At the base of the ocean’s food chain are algae. Algae feed the krill that feed the whales.
Primary productivity is a measure of how much algae are produced through photosynthesis. Finding out what drives primary productivity is one of the big questions facing the marine scientists on the current New Zealand-Australia Antarctic Ecosystems Voyage to Antarctica.
Marine Ecologist Sarah Bury is leading the continuous collection of water samples aboard NIWA’s deepwater research vessel Tangaroa and the experiments on the algal biomass supporting the krill. It is probably the high krill and fish abundance that attract the humpback whales to the feeding grounds around the Antarctic Balleny Islands.
“From satellite imagery we can see these high concentrations of algal biomass during the four summer months of the year when the humpbacks are feeding there,” Sarah says in this video sent from Tangaroa. An algal bloom in the western margin of the Ross Sea also produced valuable data that we can compare with the productivity around the Balleny islands and the rest of the Southern Ocean, she said.

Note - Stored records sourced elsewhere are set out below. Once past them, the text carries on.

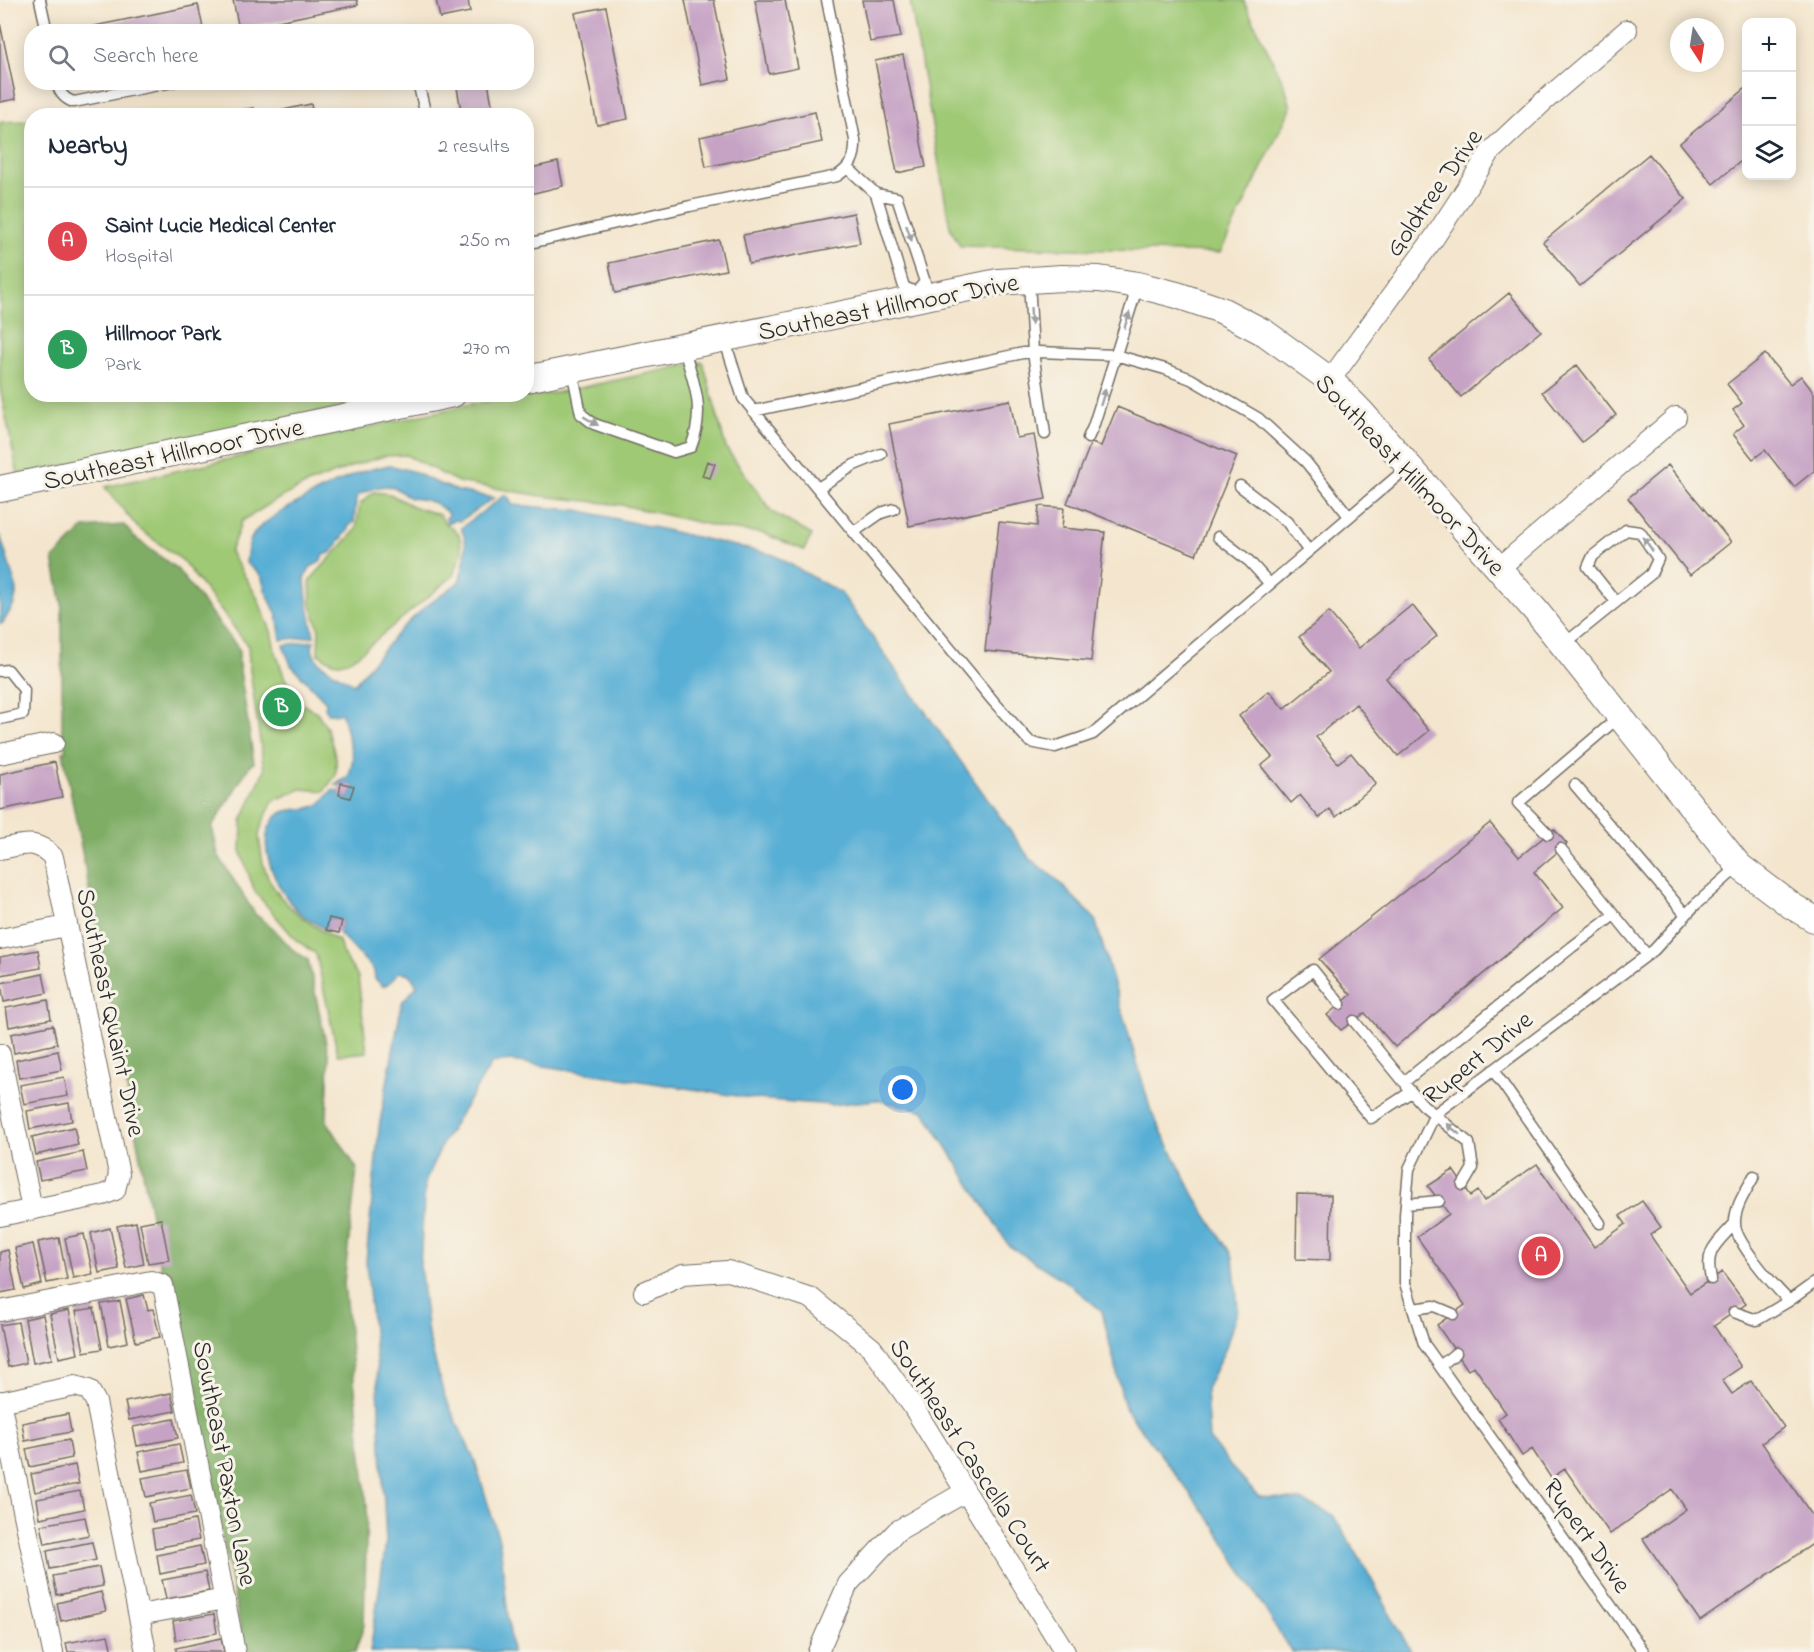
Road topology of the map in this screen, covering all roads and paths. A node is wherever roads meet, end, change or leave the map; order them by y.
1 (40, 0) edge
2 (827, 0) edge
3 (45, 24) edge
4 (1627, 30) dead end
5 (58, 90) edge
6 (133, 90) edge
7 (420, 90) edge
8 (424, 108) edge
9 (848, 168) junction
10 (876, 194) junction
11 (534, 242) edge
12 (1029, 279) junction
13 (1138, 285) junction
14 (917, 295) junction
15 (724, 338) junction
16 (683, 346) junction
17 (1033, 352) junction
18 (1115, 355) junction
19 (572, 370) junction
20 (534, 377) edge
21 (1330, 380) junction
22 (415, 402) edge
23 (753, 411) junction
24 (1676, 417) dead end
25 (1045, 435) dead end
26 (1088, 438) dead end
27 (881, 454) dead end
28 (1408, 466) junction
29 (1240, 486) dead end
30 (818, 488) junction
31 (0, 489) edge
32 (894, 509) dead end
33 (1348, 515) junction
34 (854, 532) junction
35 (1218, 537) dead end
36 (1308, 550) junction
37 (1499, 568) junction
38 (1269, 583) junction
39 (1616, 602) junction
40 (1563, 645) junction
41 (0, 671) edge
42 (1619, 717) junction
43 (0, 719) edge
44 (54, 743) dead end
45 (0, 754) edge
46 (1575, 785) dead end
47 (1548, 834) dead end
48 (0, 849) edge
49 (1561, 849) dead end
50 (1739, 866) junction
51 (1614, 915) junction
52 (1686, 915) junction
53 (1814, 919) edge
54 (67, 926) junction
55 (0, 939) edge
56 (1647, 956) junction
57 (1340, 1004) dead end
58 (1354, 1021) dead end
59 (0, 1054) edge
60 (1493, 1070) junction
61 (1404, 1082) junction
62 (1411, 1092) junction
63 (1435, 1114) junction
64 (1754, 1176) dead end
65 (1463, 1185) dead end
66 (1439, 1201) dead end
67 (1406, 1204) junction
68 (32, 1209) junction
69 (0, 1216) edge
70 (1600, 1223) dead end
71 (1735, 1223) junction
72 (1712, 1279) dead end
73 (1814, 1283) edge
74 (644, 1292) dead end
75 (1789, 1301) junction
76 (1413, 1309) junction
77 (0, 1311) edge
78 (1734, 1312) dead end
79 (1453, 1314) dead end
80 (1456, 1353) dead end
81 (1440, 1366) junction
82 (0, 1402) edge
83 (965, 1492) junction
84 (225, 1599) junction
85 (139, 1615) junction
86 (53, 1652) edge
87 (146, 1652) edge
88 (235, 1652) edge
89 (818, 1652) edge
90 (1065, 1652) edge
91 (1644, 1652) edge

1 - 3 lane
2 - 9 lane
4 - 21 street, Goldtree Drive
5 - 6 lane
7 - 8 lane
9 - 10 lane
9 - 11 lane
10 - 14 lane
10 -> 14 lane
12 - 13 street, Southeast Hillmoor Drive
12 - 14 street, Southeast Hillmoor Drive
12 -> 17 lane
18 -> 13 lane
13 - 21 street, Southeast Hillmoor Drive
14 - 15 street, Southeast Hillmoor Drive
15 - 16 street, Southeast Hillmoor Drive
15 - 23 lane
16 - 19 street, Southeast Hillmoor Drive
19 -> 16 lane
17 - 18 lane
17 - 23 lane
17 - 25 lane
26 -> 18 lane
18 - 33 lane
19 - 20 street, Southeast Hillmoor Drive
21 - 28 street, Southeast Hillmoor Drive
22 - 31 street, Southeast Hillmoor Drive
23 - 30 lane
24 - 37 street
27 - 30 lane
28 - 33 lane
28 - 37 street, Southeast Hillmoor Drive
29 - 36 lane
30 - 34 lane
32 - 34 lane
33 - 36 lane
34 - 38 lane
35 - 38 lane
36 - 38 lane
37 - 40 street, Southeast Hillmoor Drive
39 -> 39 lane
39 - 40 lane
40 - 42 street, Southeast Hillmoor Drive
41 - 43 lane
42 - 47 lane
42 - 50 street, Southeast Hillmoor Drive
44 - 45 street
46 - 52 lane
48 - 54 street, Southeast Quaint Drive
49 - 51 lane
50 - 52 lane, Rupert Drive
50 - 53 street, Southeast Hillmoor Drive
51 - 56 lane
51 - 61 lane
52 - 56 lane, Rupert Drive
54 - 55 street
54 - 68 street, Southeast Quaint Drive
56 - 60 lane, Rupert Drive
57 - 62 lane
58 - 61 lane
59 - 68 street
60 - 63 lane, Rupert Drive
60 - 70 lane
61 - 62 lane
62 - 63 lane
65 -> 63 lane
63 - 67 lane, Rupert Drive
64 - 71 lane
66 - 67 lane
67 - 76 lane, Rupert Drive
68 - 69 street
71 - 72 lane
71 - 75 lane
73 - 75 lane
74 - 83 street, Southeast Cascella Court
75 - 78 lane
76 - 79 lane
76 - 81 lane, Rupert Drive
77 - 84 street, Southeast Paxton Lane
80 - 81 lane
81 - 91 lane, Rupert Drive
82 - 85 street
82 - 86 street
83 - 89 street
83 - 90 street, Southeast Cascella Court
84 - 85 street
84 - 88 street, Southeast Paxton Lane
85 - 87 street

Twenty-one NIWA and Australian Antarctic Division scientists and the 19-strong crew on Tangaroa are on the homeward leg of the 2015 ecosystems voyage researching the foodwebs of the ocean’s top predators – humpback and blue whales, and Antarctic toothfish.
Tangaroa returns to Wellington Wednesday 11 March to begin the process of collating the research data from the ecosystems voyage.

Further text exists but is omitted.